Investors are cautioned not to put undue reliance on forward-looking statements. The forward-looking statements contained herein are made as of the date of this MD&A and, accordingly, are subject to change after such date. The Company disclaims any intent or obligation to update publicly or otherwise revise any forward-looking statements or the foregoing list of assumptions or factors, whether as a result of new information, future events or otherwise, except in accordance with applicable securities laws. Investors are urged to read the Company's filings with Canadian securities regulatory agencies, which can be viewed online under the Company's profile on SEDAR+ at www.sedarplus.ca.
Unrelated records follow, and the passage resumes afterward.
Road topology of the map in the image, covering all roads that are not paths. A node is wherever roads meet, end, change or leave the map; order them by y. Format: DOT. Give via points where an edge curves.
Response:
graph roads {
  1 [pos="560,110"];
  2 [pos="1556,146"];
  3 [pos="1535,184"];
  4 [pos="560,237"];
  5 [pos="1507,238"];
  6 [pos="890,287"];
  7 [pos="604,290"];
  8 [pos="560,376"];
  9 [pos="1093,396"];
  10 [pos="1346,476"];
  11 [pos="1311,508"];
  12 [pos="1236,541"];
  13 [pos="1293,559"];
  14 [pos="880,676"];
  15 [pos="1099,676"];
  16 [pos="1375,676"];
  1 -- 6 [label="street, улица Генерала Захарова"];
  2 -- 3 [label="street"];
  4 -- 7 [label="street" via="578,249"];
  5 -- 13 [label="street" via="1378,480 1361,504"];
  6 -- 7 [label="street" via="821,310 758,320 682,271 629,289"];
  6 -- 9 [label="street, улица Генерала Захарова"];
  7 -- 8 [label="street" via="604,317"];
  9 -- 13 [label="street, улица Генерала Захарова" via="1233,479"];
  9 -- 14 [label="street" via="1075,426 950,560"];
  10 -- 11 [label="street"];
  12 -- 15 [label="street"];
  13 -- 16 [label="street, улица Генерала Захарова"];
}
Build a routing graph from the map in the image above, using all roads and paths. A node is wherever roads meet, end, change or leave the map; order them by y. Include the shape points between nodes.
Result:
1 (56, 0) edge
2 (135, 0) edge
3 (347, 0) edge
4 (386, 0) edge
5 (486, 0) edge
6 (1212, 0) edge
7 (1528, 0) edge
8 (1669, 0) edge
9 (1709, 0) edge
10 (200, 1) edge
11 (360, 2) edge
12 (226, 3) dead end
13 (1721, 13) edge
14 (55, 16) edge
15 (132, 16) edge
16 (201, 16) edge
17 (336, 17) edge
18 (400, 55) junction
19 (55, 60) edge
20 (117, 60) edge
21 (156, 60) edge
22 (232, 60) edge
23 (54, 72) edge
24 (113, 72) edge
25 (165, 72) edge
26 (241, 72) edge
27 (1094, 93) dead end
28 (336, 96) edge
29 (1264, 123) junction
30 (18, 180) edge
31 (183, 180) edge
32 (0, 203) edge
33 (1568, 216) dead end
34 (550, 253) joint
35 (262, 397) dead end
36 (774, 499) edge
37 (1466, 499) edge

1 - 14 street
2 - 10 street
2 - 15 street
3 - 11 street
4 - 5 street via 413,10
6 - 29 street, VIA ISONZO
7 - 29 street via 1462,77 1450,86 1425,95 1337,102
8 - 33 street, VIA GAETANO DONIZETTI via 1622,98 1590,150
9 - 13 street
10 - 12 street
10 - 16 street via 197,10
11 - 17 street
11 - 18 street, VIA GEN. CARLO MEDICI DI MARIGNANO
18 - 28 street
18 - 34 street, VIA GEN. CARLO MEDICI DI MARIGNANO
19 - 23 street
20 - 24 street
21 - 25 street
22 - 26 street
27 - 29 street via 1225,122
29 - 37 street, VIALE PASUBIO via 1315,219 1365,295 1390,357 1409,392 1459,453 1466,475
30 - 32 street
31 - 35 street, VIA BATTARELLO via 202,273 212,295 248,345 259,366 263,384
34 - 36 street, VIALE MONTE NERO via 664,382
MANAGEMENT'S RESPONSIBILITY
Management is responsible for all information contained in this MD&A. The audited consolidated financial statements have been prepared in accordance with International Financial Reporting Standards as issued by the International Accounting Standards Board and include amounts based on management's informed judgments and estimates. The financial and operating information included in this MD&A is consistent with that contained in the audited consolidated financial statements in all material aspects.
Management maintains internal controls to provide reasonable assurance that financial information is reliable and accurate, and assets are safeguarded.
The Audit Committee has reviewed the audited consolidated financial statements with management. The Board of Directors has approved these audited consolidated financial statements on the recommendation of the Audit Committee.